What’s my point? We don’t need Siri Apple Intelligence to ship. There’s already something better. And it runs on my iPhone 14, which isn’t even compatible with Apple Flatulence.
I’ve never used Apple intelligence and Siri alone has done a fine job for unit conversions, info lookups, and most any other things. No need to fire up chat GPT for those basic uses
Mm. Siri doesn’t do information lookups in the sense that I mean. It resorts to “here’s something I found on the web” very very quickly, and that’s not very helpful.
Fair enough. It’s not going to summarize results or anything. I’ll give chatGPT that one. But this is also where chatGPT can easily pull wrong information into the summary. If the “here’s something I found on the web” isn’t accurate, the topic is likely to have the AI summary screw it up too. In which case you’re better off manually searching and filtering results yourself.
I don’t fucking want AI in my phone, so take it out and be done with it.
You’ve had AI on your phone for ages. All your pictures are “AI” touched. And no you don’t want the raw output cameras in phones are not that good.

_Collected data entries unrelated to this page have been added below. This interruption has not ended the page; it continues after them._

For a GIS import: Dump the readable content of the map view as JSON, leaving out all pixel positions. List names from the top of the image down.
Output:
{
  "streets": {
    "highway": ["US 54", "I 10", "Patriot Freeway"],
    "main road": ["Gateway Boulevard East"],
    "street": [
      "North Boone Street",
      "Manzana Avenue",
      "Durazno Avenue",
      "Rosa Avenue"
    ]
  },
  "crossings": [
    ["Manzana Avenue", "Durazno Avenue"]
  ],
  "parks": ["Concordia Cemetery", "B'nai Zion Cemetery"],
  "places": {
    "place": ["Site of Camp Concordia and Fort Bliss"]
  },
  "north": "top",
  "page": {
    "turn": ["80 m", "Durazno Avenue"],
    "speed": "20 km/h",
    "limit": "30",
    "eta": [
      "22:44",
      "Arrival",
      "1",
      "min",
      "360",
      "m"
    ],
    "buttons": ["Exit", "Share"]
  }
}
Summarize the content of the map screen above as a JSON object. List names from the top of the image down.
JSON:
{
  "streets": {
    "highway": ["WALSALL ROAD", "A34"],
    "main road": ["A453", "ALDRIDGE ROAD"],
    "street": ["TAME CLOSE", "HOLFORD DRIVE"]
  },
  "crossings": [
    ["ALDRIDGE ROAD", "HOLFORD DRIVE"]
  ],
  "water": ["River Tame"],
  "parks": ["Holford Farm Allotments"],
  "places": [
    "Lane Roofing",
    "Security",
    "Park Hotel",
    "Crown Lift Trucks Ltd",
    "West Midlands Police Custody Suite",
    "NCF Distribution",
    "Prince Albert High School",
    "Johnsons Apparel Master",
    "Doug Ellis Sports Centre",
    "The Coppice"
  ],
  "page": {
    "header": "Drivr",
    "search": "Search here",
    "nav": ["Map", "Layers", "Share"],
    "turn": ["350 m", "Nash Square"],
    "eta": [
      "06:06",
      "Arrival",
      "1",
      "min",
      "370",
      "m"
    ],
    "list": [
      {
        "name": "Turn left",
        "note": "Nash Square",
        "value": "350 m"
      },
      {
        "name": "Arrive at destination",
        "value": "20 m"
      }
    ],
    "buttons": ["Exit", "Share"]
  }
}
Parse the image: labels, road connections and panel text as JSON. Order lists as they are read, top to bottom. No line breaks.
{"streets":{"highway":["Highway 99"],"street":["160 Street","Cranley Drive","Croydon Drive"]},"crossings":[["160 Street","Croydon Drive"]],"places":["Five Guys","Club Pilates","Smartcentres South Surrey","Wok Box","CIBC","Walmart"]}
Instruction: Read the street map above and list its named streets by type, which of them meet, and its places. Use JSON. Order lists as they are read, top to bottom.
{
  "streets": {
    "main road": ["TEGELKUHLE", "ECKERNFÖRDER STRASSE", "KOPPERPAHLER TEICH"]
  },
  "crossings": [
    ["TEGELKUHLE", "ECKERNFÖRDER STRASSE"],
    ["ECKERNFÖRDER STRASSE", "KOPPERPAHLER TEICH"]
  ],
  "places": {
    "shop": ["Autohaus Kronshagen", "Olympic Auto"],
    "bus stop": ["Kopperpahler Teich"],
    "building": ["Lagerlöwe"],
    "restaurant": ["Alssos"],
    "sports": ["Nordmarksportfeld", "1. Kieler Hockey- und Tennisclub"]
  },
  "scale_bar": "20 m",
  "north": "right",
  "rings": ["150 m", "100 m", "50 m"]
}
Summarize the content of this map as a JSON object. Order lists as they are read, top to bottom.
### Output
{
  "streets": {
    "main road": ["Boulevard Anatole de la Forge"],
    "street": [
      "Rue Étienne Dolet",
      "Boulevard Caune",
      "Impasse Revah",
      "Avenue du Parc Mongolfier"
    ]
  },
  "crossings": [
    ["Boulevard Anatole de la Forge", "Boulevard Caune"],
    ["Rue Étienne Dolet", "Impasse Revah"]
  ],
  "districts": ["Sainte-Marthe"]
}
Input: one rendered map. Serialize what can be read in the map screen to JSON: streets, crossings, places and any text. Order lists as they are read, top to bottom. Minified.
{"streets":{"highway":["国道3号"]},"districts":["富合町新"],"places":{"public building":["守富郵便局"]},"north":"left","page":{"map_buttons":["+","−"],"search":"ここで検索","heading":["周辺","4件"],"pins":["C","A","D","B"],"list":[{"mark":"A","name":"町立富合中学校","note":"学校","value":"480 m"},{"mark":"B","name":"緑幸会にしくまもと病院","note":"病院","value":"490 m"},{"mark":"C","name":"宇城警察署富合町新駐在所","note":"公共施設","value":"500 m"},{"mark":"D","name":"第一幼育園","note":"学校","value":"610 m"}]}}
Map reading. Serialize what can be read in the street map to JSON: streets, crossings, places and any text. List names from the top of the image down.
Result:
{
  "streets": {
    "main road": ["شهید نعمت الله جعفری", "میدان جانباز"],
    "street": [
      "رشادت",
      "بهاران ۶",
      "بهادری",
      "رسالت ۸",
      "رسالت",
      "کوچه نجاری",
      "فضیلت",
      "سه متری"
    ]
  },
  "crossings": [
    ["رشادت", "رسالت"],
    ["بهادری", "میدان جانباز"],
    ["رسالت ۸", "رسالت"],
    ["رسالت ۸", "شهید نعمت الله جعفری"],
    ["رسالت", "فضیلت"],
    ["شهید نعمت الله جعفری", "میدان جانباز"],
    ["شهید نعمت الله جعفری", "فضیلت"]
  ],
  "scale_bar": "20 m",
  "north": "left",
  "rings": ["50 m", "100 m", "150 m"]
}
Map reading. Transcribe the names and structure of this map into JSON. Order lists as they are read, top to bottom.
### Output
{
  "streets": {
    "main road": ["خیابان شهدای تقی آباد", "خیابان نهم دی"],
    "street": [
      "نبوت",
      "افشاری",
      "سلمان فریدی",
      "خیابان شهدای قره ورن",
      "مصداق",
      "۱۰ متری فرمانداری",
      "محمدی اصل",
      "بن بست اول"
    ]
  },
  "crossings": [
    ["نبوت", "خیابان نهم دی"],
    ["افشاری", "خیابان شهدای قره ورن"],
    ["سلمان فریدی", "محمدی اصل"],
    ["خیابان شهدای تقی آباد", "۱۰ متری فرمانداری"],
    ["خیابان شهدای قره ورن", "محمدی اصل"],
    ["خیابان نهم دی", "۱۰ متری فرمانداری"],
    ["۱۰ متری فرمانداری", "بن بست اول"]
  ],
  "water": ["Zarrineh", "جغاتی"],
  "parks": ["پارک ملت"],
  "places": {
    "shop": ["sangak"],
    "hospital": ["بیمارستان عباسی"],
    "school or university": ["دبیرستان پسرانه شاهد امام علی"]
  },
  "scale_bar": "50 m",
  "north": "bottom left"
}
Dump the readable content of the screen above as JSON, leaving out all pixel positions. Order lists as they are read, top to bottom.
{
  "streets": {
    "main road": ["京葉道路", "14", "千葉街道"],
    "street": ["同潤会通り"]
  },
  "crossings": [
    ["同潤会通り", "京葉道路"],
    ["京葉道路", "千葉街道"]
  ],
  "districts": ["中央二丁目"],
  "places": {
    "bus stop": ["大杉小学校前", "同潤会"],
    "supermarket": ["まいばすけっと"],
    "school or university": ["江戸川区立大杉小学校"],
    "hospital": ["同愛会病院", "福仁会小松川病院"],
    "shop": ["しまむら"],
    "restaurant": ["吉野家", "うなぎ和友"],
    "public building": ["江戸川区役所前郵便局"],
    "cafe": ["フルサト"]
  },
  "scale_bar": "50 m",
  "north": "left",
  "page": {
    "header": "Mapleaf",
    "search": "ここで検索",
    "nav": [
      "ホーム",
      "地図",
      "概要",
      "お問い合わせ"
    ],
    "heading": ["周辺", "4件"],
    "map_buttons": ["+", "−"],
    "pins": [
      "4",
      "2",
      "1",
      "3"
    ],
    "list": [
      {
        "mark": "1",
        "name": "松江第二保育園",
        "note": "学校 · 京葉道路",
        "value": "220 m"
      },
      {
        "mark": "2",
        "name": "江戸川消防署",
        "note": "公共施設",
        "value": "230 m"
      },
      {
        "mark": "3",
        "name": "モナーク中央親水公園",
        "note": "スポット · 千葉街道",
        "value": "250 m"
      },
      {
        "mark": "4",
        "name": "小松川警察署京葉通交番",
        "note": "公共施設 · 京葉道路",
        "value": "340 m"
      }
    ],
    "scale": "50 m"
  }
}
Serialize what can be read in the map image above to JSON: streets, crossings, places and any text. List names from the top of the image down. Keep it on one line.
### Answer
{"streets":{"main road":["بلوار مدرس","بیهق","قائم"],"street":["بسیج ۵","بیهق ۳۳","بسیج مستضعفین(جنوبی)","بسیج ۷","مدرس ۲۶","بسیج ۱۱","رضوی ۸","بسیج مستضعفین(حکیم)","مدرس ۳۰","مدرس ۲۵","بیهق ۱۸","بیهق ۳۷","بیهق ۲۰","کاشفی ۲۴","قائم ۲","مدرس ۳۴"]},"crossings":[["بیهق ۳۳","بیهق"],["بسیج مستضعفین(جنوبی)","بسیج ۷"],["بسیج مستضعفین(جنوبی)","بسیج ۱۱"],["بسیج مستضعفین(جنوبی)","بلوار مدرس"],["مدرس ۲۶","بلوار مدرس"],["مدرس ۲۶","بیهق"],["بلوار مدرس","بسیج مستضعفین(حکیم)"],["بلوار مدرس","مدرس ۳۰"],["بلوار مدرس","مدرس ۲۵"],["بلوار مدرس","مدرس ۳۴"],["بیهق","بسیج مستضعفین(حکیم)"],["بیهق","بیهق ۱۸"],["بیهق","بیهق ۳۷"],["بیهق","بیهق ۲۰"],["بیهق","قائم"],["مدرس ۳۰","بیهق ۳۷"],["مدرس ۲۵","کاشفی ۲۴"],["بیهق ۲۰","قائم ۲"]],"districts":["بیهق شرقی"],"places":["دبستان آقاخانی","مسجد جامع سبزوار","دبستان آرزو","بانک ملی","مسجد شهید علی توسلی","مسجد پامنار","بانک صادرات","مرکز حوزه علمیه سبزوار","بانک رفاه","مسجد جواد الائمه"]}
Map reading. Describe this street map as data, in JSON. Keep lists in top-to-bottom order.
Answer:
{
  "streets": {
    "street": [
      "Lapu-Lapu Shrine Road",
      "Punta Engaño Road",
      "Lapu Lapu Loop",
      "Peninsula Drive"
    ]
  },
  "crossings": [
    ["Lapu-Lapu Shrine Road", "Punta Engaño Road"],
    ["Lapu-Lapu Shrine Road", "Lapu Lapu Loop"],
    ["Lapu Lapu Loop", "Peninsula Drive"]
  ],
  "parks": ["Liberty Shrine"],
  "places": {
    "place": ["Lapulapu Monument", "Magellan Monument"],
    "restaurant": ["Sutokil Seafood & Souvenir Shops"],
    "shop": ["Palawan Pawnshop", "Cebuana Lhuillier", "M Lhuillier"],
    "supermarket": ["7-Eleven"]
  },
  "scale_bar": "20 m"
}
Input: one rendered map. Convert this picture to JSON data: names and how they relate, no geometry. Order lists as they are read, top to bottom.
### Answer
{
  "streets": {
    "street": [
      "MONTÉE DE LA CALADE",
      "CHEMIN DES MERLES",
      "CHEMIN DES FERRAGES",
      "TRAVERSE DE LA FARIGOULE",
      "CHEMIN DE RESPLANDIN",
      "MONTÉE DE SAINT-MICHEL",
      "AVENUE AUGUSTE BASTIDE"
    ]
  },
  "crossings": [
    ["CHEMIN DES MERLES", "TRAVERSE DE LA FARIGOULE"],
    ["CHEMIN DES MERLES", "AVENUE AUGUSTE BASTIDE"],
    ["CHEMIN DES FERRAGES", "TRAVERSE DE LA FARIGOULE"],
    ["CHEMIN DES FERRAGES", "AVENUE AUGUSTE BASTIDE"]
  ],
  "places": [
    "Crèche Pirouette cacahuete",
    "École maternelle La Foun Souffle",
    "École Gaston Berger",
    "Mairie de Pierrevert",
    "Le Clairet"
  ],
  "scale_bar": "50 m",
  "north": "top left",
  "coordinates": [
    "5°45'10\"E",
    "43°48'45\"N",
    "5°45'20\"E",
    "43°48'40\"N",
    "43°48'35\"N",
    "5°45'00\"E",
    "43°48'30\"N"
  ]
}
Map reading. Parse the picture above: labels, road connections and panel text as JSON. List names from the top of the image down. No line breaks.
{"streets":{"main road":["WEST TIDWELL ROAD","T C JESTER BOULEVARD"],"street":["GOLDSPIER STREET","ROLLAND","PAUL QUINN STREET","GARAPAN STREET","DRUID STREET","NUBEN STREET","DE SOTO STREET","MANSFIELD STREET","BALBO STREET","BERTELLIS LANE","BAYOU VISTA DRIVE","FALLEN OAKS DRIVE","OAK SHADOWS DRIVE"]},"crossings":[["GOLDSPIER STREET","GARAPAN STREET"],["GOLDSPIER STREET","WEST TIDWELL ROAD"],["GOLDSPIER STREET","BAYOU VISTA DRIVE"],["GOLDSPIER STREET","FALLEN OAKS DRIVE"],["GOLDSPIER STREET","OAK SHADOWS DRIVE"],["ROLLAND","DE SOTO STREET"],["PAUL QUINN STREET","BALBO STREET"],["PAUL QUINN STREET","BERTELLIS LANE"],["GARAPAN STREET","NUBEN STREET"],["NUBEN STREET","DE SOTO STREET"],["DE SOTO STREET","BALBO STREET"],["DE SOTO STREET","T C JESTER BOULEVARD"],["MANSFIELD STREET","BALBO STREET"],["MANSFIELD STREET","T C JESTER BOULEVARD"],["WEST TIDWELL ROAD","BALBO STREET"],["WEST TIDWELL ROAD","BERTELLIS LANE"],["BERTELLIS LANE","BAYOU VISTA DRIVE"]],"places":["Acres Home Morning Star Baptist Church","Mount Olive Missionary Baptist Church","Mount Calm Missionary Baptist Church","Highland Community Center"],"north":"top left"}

I was just fine without voice assistants and such. I especially don’t want LLMs being shoved down my throat at every turn.
Right? Hink of everything else I can do with that space and computing power. Not to mention the fuckin environmental devastation we’d curb.
Siri has run locally since iOS 15
they should embrace it and be the anti AI tech giant
There stock would fall. I don’t care but investors would fear Apple is missing out on the future.
Hell, if they genuinely do that, I might even consider switching sides.
AI isn’t the answer. Plain and simple.
AI can make me a video of the brave little toaster suplexing Putin, to sit on that kind of power is silly.
LLMs aren’t the answer. *
LLMs are the question, “no” is the answer.